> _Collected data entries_
================================
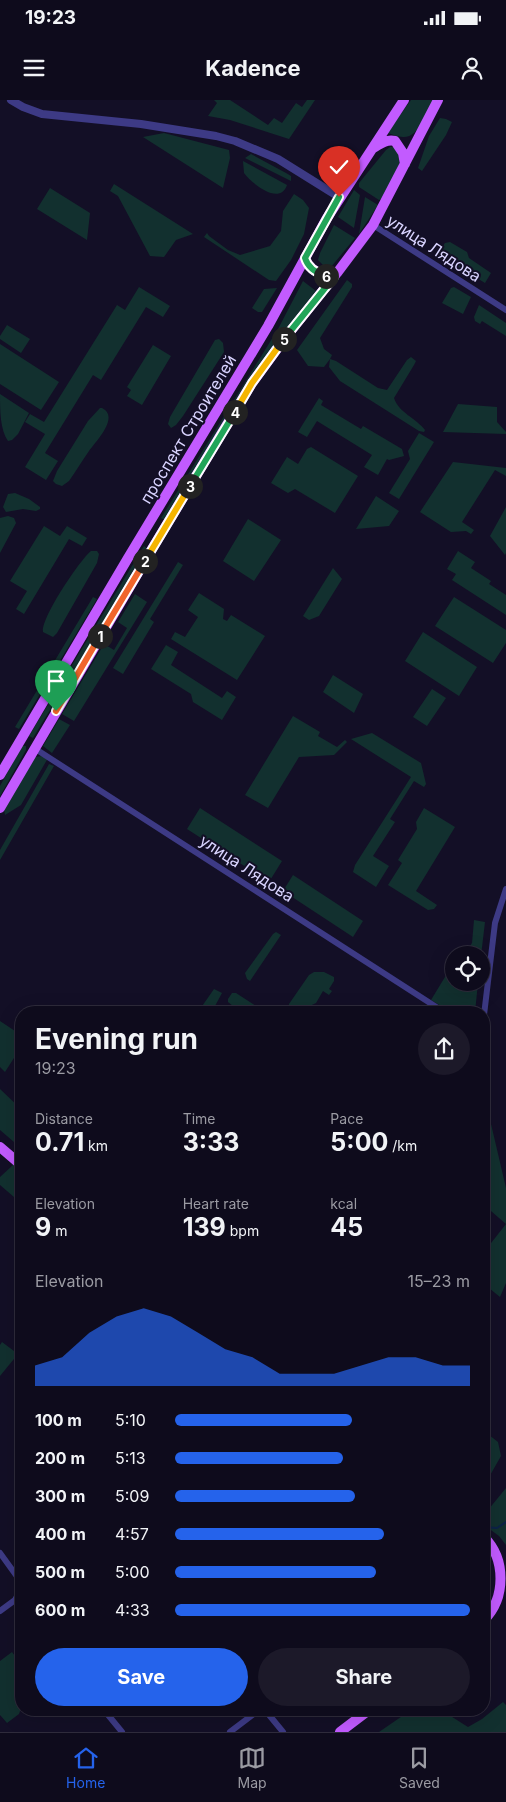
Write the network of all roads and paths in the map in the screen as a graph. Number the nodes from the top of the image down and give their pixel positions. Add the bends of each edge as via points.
1 (10, 100) edge
2 (438, 100) edge
3 (402, 102) edge
4 (369, 152) junction
5 (405, 164) junction
6 (339, 197) junction
7 (373, 225) junction
8 (305, 258) junction
9 (334, 277) junction
10 (506, 310) edge
11 (34, 748) junction
12 (0, 775) edge
13 (0, 808) edge
14 (506, 889) edge
15 (435, 1006) edge
16 (485, 1006) edge
17 (0, 1147) edge
18 (15, 1160) edge
19 (490, 1542) edge
20 (0, 1553) edge
21 (15, 1574) edge
22 (505, 1579) edge
23 (15, 1600) edge
24 (0, 1611) edge
25 (490, 1612) edge
26 (109, 1716) edge
27 (251, 1716) edge
28 (270, 1716) edge
29 (361, 1716) edge
30 (122, 1732) edge
31 (230, 1732) edge
32 (283, 1732) edge
33 (340, 1732) edge

1 - 6 street via 42,114 151,125 235,141 278,159
2 - 5 main road, проспект Строителей
3 - 4 main road, проспект Строителей
4 - 5 main road via 381,143 395,141 403,153
4 - 6 main road, проспект Строителей
5 - 7 main road, проспект Строителей
6 - 8 main road, проспект Строителей
7 - 9 main road, проспект Строителей
7 - 10 street, улица Лядова
8 - 9 main road via 307,265 315,271
8 - 12 main road, проспект Строителей via 268,326
9 - 11 main road, проспект Строителей via 252,383
11 - 13 main road, проспект Строителей
11 - 15 street, улица Лядова
14 - 16 street via 495,923
17 - 18 main road
19 - 22 main road via 501,1559
20 - 21 street
22 - 25 main road via 501,1598
23 - 24 street
26 - 30 street
27 - 31 street
28 - 32 street
29 - 33 main road

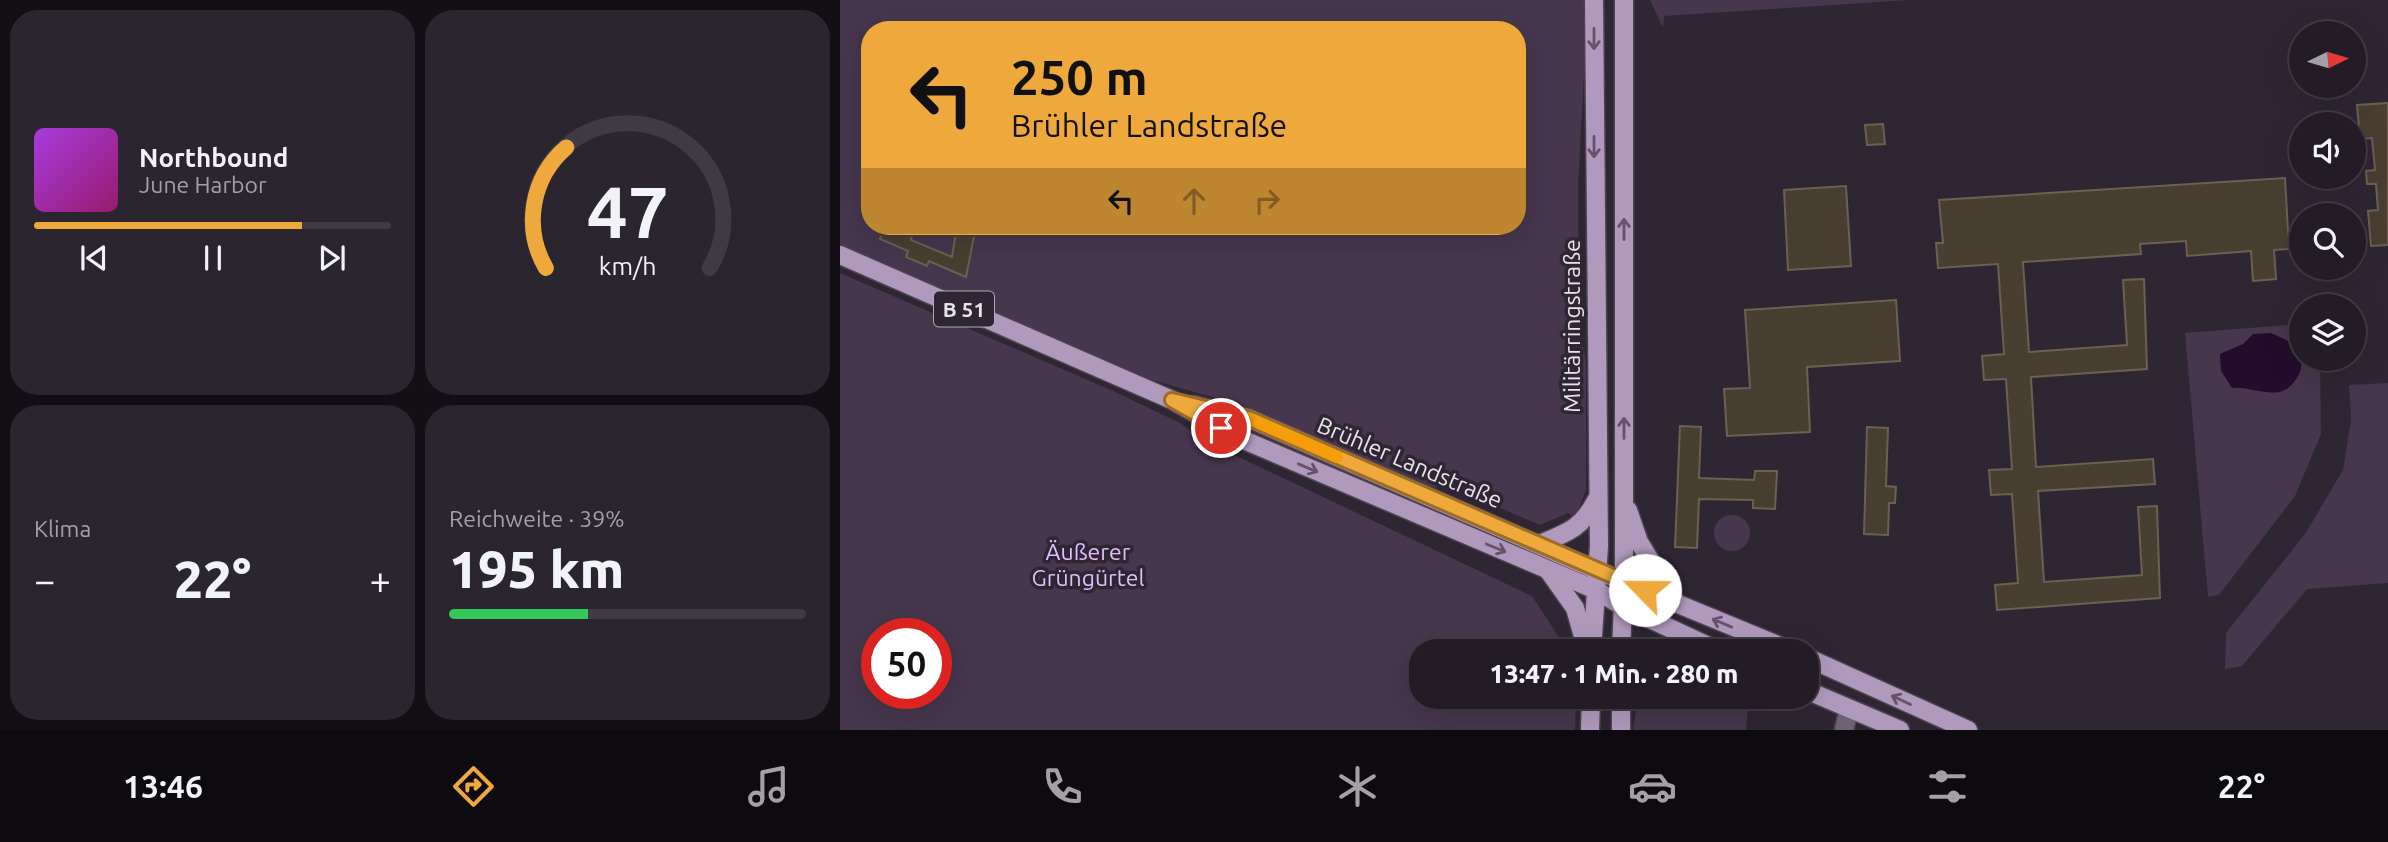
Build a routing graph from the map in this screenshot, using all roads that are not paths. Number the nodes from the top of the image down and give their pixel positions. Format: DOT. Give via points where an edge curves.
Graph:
graph roads {
  1 [pos="1594,0"];
  2 [pos="1623,0"];
  3 [pos="840,254"];
  4 [pos="1172,400"];
  5 [pos="1599,496"];
  6 [pos="1623,497"];
  7 [pos="1540,544"];
  8 [pos="1548,570"];
  9 [pos="1598,571"];
  10 [pos="1624,581"];
  11 [pos="1597,590"];
  12 [pos="1677,604"];
  13 [pos="1622,606"];
  14 [pos="1690,638"];
  15 [pos="1586,639"];
  16 [pos="1591,639"];
  17 [pos="1621,639"];
  18 [pos="1763,639"];
  19 [pos="1819,663"];
  20 [pos="1861,681"];
  21 [pos="1819,695"];
  22 [pos="1849,708"];
  23 [pos="1591,709"];
  24 [pos="1622,709"];
  25 [pos="1941,724"];
  26 [pos="1590,730"];
  27 [pos="1621,730"];
  28 [pos="1844,730"];
  29 [pos="1900,730"];
  30 [pos="1968,730"];
  1 -- 5 [label="main road, Militärringstraße, one-way"];
  6 -- 2 [label="main road, one-way"];
  3 -- 4 [label="main road, Brühler Landstraße / B 51"];
  4 -- 7 [label="main road, Brühler Landstraße / B 51" via="1248,418"];
  4 -- 8 [label="main road, Brühler Landstraße / B 51, one-way" via="1245,441"];
  5 -- 7 [label="main road" via="1586,520"];
  5 -- 9 [label="main road, Militärringstraße"];
  6 -- 10 [label="main road"];
  6 -- 12 [label="main road" via="1639,542"];
  7 -- 9 [label="main road, Brühler Landstraße / B 51"];
  8 -- 11 [label="main road, Brühler Landstraße / B 51"];
  8 -- 15 [label="main road" via="1574,608"];
  9 -- 10 [label="main road, Brühler Landstraße / B 51"];
  9 -- 11 [label="main road, Militärringstraße"];
  10 -- 12 [label="main road, Brühler Landstraße"];
  10 -- 13 [label="main road"];
  11 -- 13 [label="main road, Brühler Landstraße / B 51"];
  11 -- 16 [label="main road, Militärringstraße"];
  18 -- 12 [label="main road, Brühler Landstraße, one-way"];
  13 -- 14 [label="main road, Brühler Landstraße"];
  13 -- 17 [label="main road"];
  19 -- 20 [label="main road"];
  20 -- 22 [label="main road"];
  25 -- 20 [label="main road, one-way"];
  21 -- 22 [label="main road"];
  22 -- 28 [label="street"];
  22 -- 29 [label="main road"];
  23 -- 26 [label="main road"];
  24 -- 27 [label="main road"];
  25 -- 30 [label="main road"];
}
================================
> _AIM OF THE EXERCISE_
In the entries above, find each line that includes the string "nodes" and copy it.

> _EXERCISE ANSWER_
Write the network of all roads and paths in the map in the screen as a graph. Number the nodes from the top of the image down and give their pixel positions. Add the bends of each edge as via points.
Build a routing graph from the map in this screenshot, using all roads that are not paths. Number the nodes from the top of the image down and give their pixel positions. Format: DOT. Give via points where an edge curves.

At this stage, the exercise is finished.